=== Begin Enclosure ===

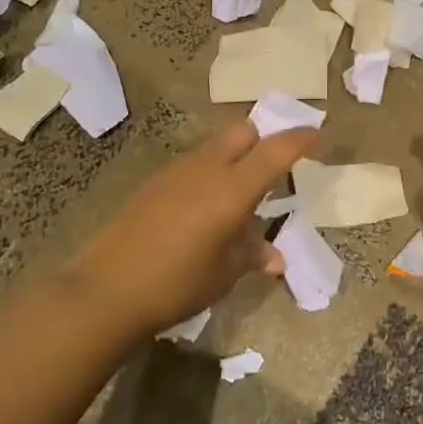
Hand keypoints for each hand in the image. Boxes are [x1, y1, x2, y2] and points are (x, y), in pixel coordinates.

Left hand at [64, 120, 317, 335]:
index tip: (318, 136)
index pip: (275, 150)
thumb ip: (252, 256)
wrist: (105, 292)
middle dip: (264, 139)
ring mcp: (174, 173)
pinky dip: (209, 175)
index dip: (300, 139)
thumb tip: (276, 258)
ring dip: (234, 159)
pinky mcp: (152, 185)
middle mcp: (204, 169)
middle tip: (276, 165)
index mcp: (231, 189)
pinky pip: (192, 166)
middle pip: (242, 132)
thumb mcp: (223, 274)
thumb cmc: (176, 285)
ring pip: (214, 148)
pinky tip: (206, 210)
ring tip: (241, 197)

=== End Enclosure ===

* [Task brief]:
Show all lines in the entries above where the word "thumb" appears.

* [Answer for the task]:
thumb ip: (252, 256)
thumb tip: (276, 258)
thumb mcp: (223, 274)
thumb cmc: (176, 285)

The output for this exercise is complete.